Compensatory afforestation happens when a forest land is diverted under Section 2 of Forest Conservation Act 1980. The agency using the land for non-forest purpose is supposed to, with the help of the state’s forest department, identify a non-forest land of equal measure and provide appropriate funds for its afforestation.
However, the 5.2 ha land identified in Rumbrem village, sy 23/1, is already a regarded as a forested region, with thick vegetation, and fully formed canopies. On a field visit, activist and forest expert Abhijeet Prabhudesai identified over 25 types of indigenous trees and a number of fruit bearing trees.
In a telephone conversation, Mr. Shetgaonkar said, “It could have thick vegetation, and afforestation is not compulsory.
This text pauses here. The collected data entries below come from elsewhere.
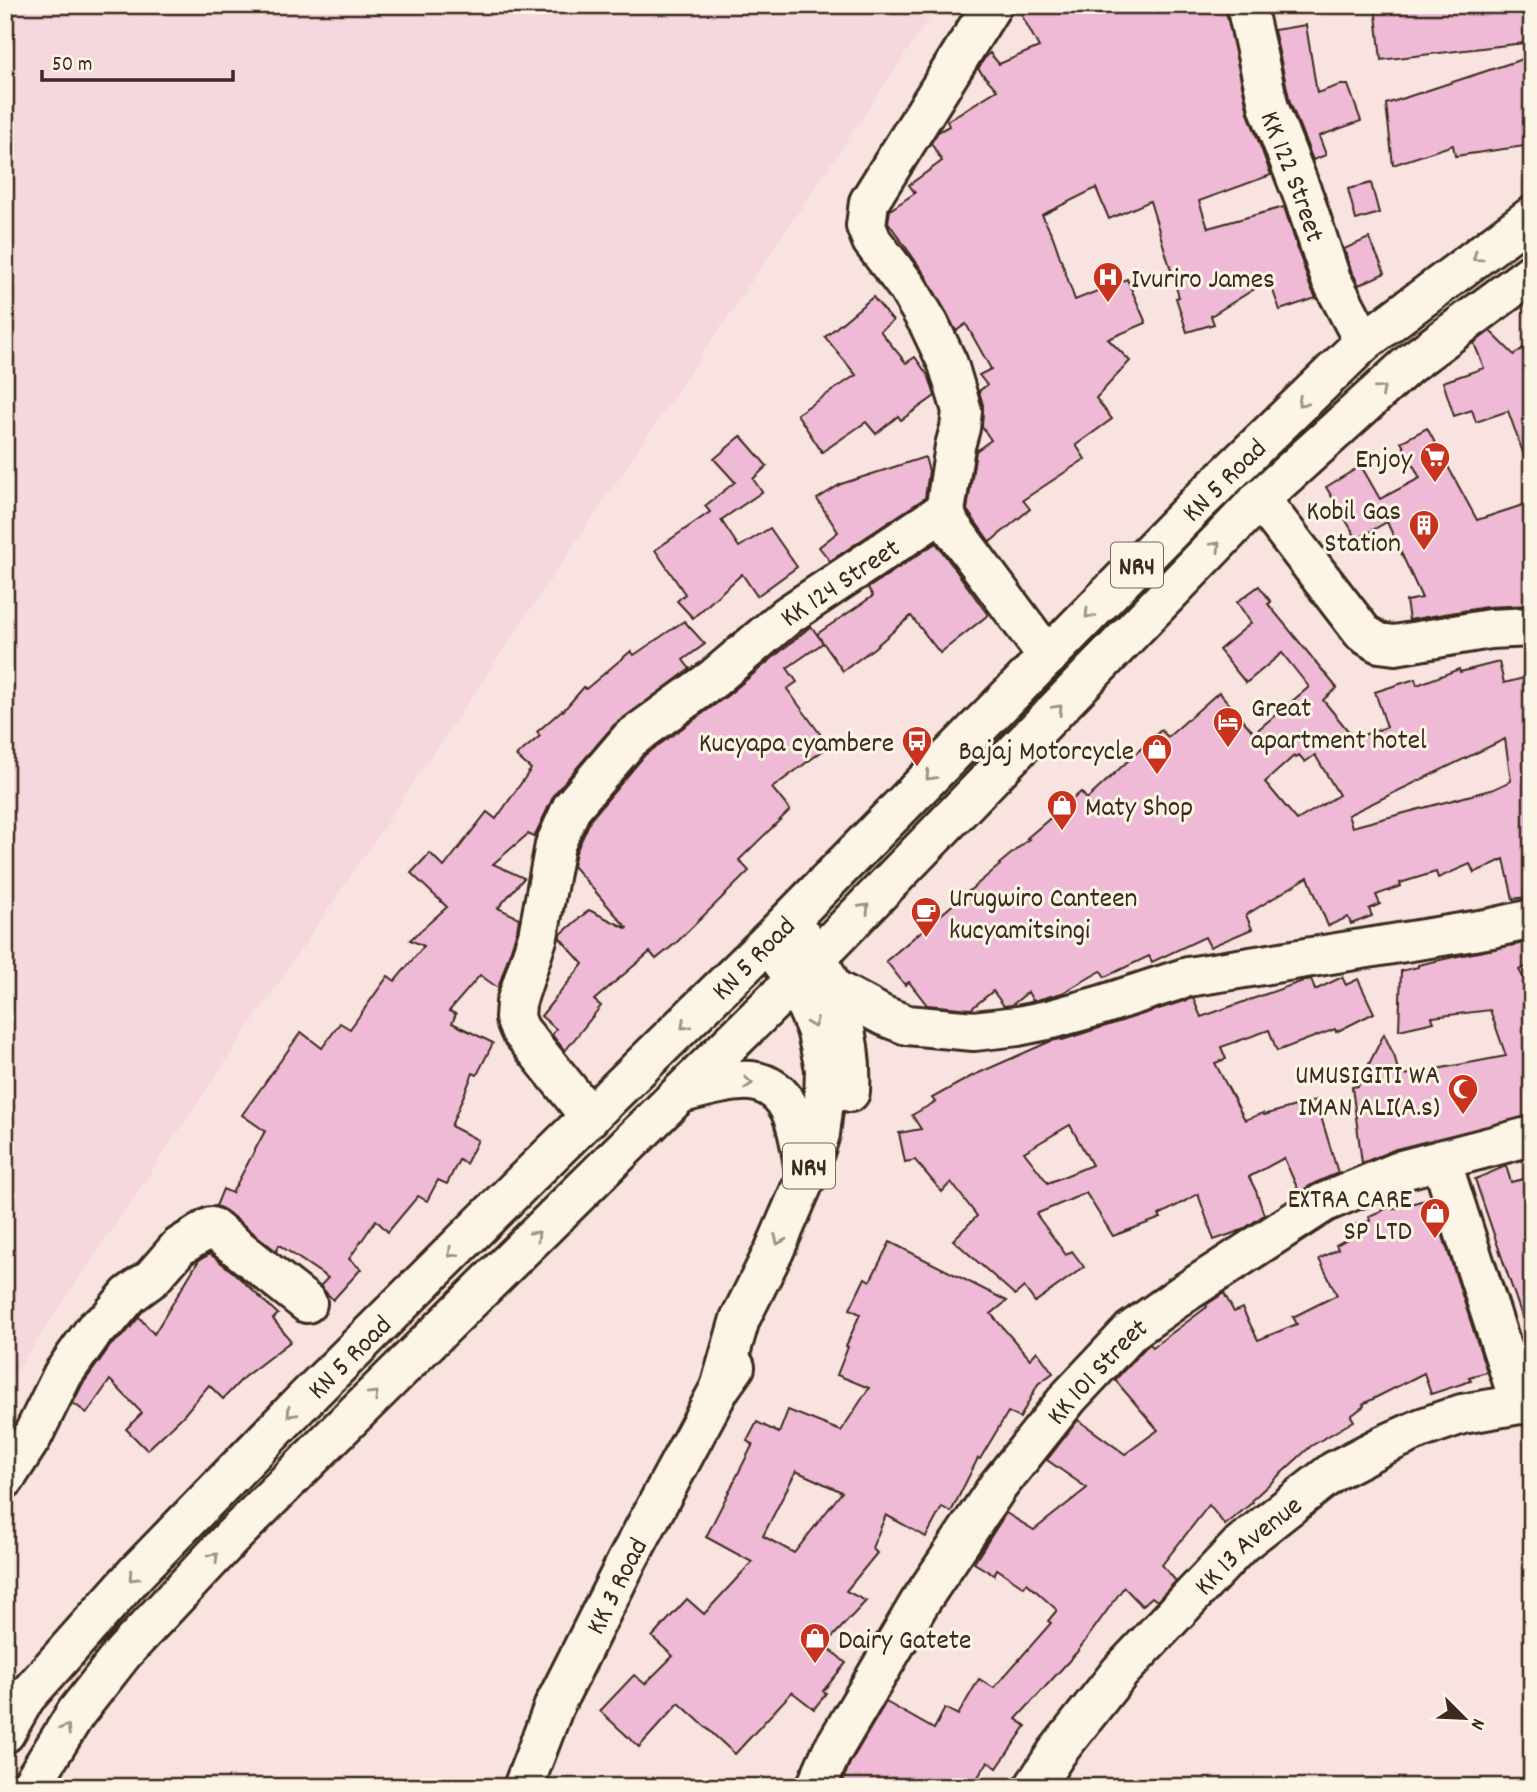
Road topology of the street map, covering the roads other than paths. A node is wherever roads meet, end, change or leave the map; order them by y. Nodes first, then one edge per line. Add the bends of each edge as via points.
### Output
1 (992, 5) edge
2 (1245, 5) edge
3 (1532, 216) edge
4 (1532, 273) edge
5 (1364, 342) junction
6 (1260, 499) junction
7 (945, 512) junction
8 (1532, 627) edge
9 (1048, 657) junction
10 (1532, 919) edge
11 (779, 931) junction
12 (815, 975) junction
13 (681, 1093) junction
14 (590, 1117) junction
15 (1532, 1136) edge
16 (1441, 1160) junction
17 (806, 1177) junction
18 (307, 1303) dead end
19 (720, 1388) junction
20 (1526, 1405) edge
21 (5, 1479) edge
22 (5, 1733) edge
23 (30, 1787) edge
24 (523, 1787) edge
25 (816, 1787) edge
26 (1034, 1787) edge

1 - 7 main road via 869,202 866,226 929,324 962,411
2 - 5 main road, KK 122 Street via 1269,107 1331,279
3 -> 5 main road, KN 5 Road / NR4
6 -> 4 main road, KN 5 Road / NR4 via 1408,365
5 -> 9 main road, KN 5 Road / NR4
6 - 8 main road via 1363,634 1379,643 1395,645
12 -> 6 main road, KN 5 Road / NR4
7 - 9 main road
7 - 14 main road, KK 124 Street via 788,615 713,679 630,739 572,807 555,845 538,936 515,1018
9 -> 11 main road, KN 5 Road / NR4
10 - 12 main road via 1188,976 1052,1019 974,1031 907,1025
11 - 12 main road, NR4
11 -> 14 main road, KN 5 Road
12 - 13 main road, KN 5 Road
12 -> 17 main road, NR4 via 816,1029 825,1068 820,1134
12 - 19 main road, NR4 via 845,1030 851,1074 849,1109 831,1180 791,1275
13 -> 17 main road via 750,1081 778,1092 797,1126
23 -> 13 main road, KN 5 Road via 76,1713 123,1653 316,1453
14 -> 22 main road, KN 5 Road via 145,1563 25,1698
15 - 16 main road, KK 101 Street
16 - 20 main road
16 - 25 main road, KK 101 Street via 1402,1170 1323,1203 1131,1331 1069,1397 998,1486 920,1602 831,1753
17 -> 19 main road, NR4 via 740,1319
18 - 21 main road via 211,1227 179,1247 95,1329 63,1374
19 - 24 main road, KK 3 Road / NR4 via 560,1694
20 - 26 main road, KK 13 Avenue via 1462,1414 1334,1471 1241,1544 1120,1672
Once it comes under Forest Department we will conserve it.”
Compensatory afforestation on forest land is a violation of guidelines under Forest Conservation Act 1980.
The construction contract was assigned to a private contractor M/s M. Venkat Rao Infra Projects Pvt. Ltd (MVR) under Engineering Procurement Construction (EPC) mode, tendered at Rs. 139 crores. The Design consultants of the project is Vasco based outfit Madhav Kamat & Associates.
The work in Loutolim began on 19th September 2017.
LACK OF TRANSPARENCY
“It was only during the first week of October that we found out what was going on,” says Ramiro Mascerenhas. “There was no notice board or anything of that sort, and they told us they had started their work on 19th September.”
Ramiro Mascerenhas and Mario Pereira, natives and residents of Loutolim, noticed big machines on the plateau region. They went up, saw them cutting the hill, demanded an explanation, and managed to stop the work for a few days. “Next thing we know, a board is up and the destruction has started again,” Ramiro says.
By 4th October, a notice was up on the village’s Panchayat office, detailing the ongoing work of the “missing link.”